**Extracted data**
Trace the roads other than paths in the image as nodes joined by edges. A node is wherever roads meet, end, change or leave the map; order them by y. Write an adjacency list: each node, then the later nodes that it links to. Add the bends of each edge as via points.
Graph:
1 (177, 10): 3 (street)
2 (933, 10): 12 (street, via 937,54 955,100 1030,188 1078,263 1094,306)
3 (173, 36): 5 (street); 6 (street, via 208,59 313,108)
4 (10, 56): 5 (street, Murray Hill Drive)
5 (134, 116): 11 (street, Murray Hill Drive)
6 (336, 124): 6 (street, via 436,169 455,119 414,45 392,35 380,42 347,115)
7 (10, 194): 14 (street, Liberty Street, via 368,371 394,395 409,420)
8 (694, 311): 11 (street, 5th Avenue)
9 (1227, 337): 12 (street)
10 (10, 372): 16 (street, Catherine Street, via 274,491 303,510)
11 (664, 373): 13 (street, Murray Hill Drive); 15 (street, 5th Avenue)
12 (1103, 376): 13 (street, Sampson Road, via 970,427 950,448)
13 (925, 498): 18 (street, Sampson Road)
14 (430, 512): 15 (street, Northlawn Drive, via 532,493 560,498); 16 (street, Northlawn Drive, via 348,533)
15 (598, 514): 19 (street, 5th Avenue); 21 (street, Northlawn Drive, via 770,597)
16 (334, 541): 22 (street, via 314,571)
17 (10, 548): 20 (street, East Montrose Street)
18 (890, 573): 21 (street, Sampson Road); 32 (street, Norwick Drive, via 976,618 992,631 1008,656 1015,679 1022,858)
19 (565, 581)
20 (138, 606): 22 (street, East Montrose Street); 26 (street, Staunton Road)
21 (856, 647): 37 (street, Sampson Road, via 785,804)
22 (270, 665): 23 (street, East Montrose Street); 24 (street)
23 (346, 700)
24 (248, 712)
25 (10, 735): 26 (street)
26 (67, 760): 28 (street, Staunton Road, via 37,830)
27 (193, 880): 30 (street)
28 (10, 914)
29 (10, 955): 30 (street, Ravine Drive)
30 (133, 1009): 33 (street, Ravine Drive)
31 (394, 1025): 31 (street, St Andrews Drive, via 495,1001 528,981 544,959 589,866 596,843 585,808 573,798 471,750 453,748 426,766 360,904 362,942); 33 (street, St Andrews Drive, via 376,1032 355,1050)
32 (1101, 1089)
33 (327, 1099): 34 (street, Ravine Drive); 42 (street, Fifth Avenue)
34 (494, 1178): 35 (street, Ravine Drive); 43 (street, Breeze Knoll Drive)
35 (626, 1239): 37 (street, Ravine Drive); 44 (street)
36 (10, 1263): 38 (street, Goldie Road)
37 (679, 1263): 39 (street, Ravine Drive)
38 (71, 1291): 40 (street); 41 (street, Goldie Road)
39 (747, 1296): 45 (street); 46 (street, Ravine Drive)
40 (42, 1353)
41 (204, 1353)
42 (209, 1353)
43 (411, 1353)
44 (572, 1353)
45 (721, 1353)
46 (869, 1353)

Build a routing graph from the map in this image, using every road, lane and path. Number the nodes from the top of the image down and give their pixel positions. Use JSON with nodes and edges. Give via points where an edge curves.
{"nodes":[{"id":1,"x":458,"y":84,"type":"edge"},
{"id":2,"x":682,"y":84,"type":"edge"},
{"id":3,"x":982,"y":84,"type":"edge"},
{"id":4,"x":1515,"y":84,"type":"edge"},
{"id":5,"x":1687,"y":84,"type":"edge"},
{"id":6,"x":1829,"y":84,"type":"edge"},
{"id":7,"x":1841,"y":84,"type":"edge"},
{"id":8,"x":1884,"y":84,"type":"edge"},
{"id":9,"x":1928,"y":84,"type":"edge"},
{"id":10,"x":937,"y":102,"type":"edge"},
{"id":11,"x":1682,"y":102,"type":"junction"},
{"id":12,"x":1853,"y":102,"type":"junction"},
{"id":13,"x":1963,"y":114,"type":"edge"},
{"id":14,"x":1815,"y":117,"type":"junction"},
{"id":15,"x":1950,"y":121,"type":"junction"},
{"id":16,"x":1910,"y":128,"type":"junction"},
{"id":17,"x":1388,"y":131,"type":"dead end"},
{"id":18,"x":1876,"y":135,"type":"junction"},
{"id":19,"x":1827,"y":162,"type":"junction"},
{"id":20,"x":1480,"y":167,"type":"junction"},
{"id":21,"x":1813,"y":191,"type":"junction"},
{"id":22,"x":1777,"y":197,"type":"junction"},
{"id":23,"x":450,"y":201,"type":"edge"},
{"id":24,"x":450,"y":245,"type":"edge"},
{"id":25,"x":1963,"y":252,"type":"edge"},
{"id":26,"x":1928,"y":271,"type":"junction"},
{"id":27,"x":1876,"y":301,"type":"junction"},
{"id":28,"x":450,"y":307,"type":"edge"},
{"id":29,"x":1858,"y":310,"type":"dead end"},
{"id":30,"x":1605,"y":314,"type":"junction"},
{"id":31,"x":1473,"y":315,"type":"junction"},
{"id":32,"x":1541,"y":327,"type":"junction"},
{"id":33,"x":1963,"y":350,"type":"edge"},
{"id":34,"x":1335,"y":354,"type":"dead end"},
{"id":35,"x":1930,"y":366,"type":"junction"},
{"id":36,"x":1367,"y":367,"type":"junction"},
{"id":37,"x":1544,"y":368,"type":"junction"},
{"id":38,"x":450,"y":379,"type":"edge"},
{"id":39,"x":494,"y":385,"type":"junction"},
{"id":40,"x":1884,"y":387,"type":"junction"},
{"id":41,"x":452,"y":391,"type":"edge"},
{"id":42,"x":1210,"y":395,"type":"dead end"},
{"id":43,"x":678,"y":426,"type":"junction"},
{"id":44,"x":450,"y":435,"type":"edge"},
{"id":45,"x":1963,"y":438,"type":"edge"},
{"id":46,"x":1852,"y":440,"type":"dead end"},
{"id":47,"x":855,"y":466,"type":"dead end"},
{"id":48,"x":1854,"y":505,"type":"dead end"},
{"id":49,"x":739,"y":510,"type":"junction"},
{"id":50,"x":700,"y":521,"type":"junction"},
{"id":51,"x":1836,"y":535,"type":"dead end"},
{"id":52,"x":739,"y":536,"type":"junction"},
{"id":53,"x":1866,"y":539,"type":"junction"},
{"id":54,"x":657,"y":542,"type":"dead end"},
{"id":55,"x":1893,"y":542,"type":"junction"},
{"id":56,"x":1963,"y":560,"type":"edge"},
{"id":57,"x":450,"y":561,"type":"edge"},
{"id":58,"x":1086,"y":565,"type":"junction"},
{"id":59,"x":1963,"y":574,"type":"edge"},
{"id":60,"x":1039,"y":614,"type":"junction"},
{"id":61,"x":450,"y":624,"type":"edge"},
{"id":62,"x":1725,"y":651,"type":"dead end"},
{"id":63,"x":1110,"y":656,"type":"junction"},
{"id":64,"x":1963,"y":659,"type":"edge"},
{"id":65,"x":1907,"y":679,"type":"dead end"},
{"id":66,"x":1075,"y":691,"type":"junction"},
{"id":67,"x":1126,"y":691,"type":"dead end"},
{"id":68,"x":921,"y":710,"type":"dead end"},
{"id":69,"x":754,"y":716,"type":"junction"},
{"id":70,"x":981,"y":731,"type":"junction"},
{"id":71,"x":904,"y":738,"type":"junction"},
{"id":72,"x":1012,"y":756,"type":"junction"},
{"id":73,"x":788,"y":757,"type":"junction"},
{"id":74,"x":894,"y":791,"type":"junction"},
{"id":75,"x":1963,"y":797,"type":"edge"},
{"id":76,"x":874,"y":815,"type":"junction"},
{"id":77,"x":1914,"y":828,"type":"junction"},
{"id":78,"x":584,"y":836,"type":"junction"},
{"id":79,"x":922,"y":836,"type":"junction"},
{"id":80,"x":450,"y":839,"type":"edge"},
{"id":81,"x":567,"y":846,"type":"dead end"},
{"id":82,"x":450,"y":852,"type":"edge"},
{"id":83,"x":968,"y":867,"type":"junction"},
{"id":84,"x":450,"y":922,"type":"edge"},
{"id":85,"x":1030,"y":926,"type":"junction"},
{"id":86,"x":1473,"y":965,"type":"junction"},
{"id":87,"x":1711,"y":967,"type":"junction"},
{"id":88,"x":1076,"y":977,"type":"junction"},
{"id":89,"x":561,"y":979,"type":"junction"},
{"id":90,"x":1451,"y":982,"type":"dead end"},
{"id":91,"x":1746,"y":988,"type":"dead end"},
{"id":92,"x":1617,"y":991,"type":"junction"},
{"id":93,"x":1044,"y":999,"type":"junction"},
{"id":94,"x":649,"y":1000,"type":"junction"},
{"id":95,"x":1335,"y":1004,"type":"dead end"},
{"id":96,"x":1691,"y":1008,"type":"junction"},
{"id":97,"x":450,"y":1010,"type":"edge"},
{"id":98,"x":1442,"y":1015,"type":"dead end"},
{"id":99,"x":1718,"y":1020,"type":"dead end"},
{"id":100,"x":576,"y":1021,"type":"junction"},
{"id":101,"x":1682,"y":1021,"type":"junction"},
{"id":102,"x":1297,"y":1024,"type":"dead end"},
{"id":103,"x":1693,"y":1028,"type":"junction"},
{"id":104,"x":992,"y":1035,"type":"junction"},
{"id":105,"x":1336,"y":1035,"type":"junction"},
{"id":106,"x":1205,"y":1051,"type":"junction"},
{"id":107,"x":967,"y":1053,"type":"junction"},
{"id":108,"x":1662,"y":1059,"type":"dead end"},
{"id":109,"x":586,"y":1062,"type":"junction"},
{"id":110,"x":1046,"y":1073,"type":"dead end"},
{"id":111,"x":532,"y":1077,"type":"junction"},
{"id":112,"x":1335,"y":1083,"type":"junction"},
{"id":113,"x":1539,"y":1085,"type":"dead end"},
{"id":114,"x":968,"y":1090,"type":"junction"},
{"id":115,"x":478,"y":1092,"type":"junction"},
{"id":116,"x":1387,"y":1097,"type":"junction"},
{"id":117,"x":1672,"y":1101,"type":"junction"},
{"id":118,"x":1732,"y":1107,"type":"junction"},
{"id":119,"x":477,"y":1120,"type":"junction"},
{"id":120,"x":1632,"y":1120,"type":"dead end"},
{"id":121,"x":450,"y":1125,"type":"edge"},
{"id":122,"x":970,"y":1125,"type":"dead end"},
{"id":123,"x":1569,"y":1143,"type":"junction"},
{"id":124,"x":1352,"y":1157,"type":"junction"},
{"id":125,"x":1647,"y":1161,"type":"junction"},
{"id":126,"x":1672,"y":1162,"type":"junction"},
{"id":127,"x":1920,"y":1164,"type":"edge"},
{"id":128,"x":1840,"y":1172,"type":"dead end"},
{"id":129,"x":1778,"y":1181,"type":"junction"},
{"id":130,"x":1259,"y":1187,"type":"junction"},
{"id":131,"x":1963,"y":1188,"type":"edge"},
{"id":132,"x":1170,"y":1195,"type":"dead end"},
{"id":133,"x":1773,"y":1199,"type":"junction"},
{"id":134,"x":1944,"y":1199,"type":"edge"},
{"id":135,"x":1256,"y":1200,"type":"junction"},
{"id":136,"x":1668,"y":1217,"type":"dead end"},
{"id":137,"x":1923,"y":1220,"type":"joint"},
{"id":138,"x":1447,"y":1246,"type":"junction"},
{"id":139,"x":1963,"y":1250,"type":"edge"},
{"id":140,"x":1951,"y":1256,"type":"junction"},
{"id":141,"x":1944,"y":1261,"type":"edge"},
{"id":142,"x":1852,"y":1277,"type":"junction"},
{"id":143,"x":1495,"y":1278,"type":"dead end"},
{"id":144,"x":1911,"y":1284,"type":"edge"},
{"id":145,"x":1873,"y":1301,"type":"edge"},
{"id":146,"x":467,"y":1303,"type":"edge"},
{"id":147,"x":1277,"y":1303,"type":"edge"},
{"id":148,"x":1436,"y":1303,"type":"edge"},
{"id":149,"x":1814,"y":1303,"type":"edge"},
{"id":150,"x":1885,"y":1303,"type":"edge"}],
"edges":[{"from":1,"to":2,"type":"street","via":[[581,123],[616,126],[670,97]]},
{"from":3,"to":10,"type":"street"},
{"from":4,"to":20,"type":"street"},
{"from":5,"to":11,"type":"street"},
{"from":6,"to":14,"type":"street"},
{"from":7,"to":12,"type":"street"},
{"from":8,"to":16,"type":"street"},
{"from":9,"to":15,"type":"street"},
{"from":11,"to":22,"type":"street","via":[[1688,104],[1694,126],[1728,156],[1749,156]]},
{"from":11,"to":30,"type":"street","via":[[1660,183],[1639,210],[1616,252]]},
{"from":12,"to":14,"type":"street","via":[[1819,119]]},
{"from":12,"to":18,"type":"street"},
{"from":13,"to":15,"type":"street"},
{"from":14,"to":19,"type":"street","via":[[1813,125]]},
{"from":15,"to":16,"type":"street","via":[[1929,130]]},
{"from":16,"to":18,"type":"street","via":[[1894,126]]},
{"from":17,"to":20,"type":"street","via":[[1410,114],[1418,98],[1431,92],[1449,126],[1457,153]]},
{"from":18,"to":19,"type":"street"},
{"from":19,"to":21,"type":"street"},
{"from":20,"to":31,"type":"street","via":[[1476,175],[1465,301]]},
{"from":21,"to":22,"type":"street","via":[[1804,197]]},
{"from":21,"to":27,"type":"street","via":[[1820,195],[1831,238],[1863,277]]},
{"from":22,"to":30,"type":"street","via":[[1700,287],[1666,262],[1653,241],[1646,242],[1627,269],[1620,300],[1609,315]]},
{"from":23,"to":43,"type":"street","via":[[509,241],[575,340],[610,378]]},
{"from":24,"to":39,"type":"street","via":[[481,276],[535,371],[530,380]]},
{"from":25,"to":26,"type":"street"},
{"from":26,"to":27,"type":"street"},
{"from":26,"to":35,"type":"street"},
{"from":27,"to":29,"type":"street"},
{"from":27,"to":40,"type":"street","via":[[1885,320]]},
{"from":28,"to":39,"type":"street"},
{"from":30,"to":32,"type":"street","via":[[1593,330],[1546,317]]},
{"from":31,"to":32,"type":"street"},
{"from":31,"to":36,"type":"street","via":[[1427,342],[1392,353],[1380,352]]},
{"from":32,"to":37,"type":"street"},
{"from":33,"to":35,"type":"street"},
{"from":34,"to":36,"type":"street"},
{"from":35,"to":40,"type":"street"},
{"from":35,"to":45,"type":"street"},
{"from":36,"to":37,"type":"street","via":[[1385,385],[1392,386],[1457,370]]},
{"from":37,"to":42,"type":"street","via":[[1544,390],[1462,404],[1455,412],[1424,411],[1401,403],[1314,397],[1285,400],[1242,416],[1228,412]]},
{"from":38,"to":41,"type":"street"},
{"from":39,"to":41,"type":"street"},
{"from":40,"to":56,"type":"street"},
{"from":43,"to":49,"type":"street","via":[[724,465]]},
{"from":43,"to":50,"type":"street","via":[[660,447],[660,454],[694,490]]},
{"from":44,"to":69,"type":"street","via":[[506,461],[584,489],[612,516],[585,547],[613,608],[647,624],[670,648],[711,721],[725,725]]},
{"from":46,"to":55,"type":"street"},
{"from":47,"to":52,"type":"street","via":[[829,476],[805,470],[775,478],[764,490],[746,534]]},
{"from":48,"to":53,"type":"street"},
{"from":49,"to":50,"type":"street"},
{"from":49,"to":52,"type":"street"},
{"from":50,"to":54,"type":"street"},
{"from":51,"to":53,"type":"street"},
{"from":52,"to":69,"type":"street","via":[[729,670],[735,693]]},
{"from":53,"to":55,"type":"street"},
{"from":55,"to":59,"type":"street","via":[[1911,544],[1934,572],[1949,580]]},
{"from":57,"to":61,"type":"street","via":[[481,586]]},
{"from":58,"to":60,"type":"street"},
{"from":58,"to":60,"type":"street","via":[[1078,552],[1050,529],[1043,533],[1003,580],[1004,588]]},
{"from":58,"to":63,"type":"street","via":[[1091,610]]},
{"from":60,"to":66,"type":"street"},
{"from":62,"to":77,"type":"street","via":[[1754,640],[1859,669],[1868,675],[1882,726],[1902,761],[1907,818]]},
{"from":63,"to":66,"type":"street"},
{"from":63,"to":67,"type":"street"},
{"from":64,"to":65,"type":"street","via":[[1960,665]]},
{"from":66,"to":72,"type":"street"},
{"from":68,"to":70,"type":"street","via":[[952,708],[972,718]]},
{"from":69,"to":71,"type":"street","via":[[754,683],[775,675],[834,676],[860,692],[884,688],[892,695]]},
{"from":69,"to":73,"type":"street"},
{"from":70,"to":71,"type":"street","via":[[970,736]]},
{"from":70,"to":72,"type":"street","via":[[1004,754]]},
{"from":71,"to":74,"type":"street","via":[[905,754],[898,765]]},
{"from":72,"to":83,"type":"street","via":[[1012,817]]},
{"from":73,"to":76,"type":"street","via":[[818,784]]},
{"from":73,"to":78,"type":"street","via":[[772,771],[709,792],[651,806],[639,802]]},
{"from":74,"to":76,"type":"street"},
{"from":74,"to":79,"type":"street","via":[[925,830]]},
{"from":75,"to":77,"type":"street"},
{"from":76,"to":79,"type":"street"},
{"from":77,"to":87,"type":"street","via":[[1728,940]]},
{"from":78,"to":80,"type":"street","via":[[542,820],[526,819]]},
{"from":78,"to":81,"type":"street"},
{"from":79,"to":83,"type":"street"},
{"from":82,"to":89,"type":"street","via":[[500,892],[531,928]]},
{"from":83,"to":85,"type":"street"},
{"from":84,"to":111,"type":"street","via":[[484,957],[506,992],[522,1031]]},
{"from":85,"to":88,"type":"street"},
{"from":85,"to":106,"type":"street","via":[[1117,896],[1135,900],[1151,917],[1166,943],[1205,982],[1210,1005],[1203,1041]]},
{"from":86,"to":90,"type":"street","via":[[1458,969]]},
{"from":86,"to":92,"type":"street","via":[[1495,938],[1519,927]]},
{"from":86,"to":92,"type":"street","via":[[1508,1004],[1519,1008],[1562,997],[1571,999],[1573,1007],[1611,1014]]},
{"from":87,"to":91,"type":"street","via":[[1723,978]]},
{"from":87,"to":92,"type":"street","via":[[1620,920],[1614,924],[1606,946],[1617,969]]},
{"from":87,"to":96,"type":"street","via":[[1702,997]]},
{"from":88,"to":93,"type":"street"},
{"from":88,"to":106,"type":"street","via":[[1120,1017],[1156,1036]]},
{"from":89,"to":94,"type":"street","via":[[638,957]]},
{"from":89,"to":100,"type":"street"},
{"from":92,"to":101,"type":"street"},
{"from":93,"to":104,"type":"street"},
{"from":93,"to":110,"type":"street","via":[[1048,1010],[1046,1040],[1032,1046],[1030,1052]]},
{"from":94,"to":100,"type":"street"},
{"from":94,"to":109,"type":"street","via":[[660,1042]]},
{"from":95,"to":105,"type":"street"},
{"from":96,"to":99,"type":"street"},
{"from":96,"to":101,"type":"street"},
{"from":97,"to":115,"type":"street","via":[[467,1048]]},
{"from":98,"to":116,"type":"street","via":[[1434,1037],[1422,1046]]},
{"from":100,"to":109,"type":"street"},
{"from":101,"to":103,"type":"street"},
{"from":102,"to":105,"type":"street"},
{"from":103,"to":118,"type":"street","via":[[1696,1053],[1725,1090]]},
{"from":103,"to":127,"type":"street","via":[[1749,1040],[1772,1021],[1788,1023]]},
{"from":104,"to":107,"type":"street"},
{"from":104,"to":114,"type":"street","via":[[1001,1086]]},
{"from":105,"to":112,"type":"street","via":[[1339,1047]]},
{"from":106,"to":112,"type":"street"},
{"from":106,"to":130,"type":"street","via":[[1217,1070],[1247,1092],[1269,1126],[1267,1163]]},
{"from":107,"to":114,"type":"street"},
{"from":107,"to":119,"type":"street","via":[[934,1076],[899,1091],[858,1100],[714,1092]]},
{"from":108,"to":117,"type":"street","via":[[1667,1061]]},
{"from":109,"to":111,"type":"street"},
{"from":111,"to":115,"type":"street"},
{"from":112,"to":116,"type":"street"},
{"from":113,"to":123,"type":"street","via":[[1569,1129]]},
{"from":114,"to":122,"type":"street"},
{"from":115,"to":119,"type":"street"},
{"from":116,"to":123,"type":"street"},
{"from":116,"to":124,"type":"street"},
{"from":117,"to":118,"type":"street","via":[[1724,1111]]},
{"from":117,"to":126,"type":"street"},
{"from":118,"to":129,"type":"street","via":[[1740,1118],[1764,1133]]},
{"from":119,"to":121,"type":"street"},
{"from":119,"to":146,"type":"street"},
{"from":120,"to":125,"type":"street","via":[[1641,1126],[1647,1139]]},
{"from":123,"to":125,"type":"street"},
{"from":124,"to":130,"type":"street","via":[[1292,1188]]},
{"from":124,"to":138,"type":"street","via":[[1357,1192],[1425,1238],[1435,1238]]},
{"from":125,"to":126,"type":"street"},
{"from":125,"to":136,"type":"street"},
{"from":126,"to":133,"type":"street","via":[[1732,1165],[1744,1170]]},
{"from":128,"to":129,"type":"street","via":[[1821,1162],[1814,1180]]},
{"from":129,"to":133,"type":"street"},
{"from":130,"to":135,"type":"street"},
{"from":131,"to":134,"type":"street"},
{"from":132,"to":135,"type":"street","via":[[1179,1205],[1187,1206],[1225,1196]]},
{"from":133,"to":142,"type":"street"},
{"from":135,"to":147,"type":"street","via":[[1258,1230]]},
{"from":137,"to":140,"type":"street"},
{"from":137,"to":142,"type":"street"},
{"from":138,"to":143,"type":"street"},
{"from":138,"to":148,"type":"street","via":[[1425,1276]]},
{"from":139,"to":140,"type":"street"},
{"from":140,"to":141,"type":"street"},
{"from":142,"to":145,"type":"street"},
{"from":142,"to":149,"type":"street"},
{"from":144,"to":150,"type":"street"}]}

**Assignment**
The answer must be every line from the records above that contains "Montrose".

**Exercise answer**
17 (10, 548): 20 (street, East Montrose Street)
20 (138, 606): 22 (street, East Montrose Street); 26 (street, Staunton Road)
22 (270, 665): 23 (street, East Montrose Street); 24 (street)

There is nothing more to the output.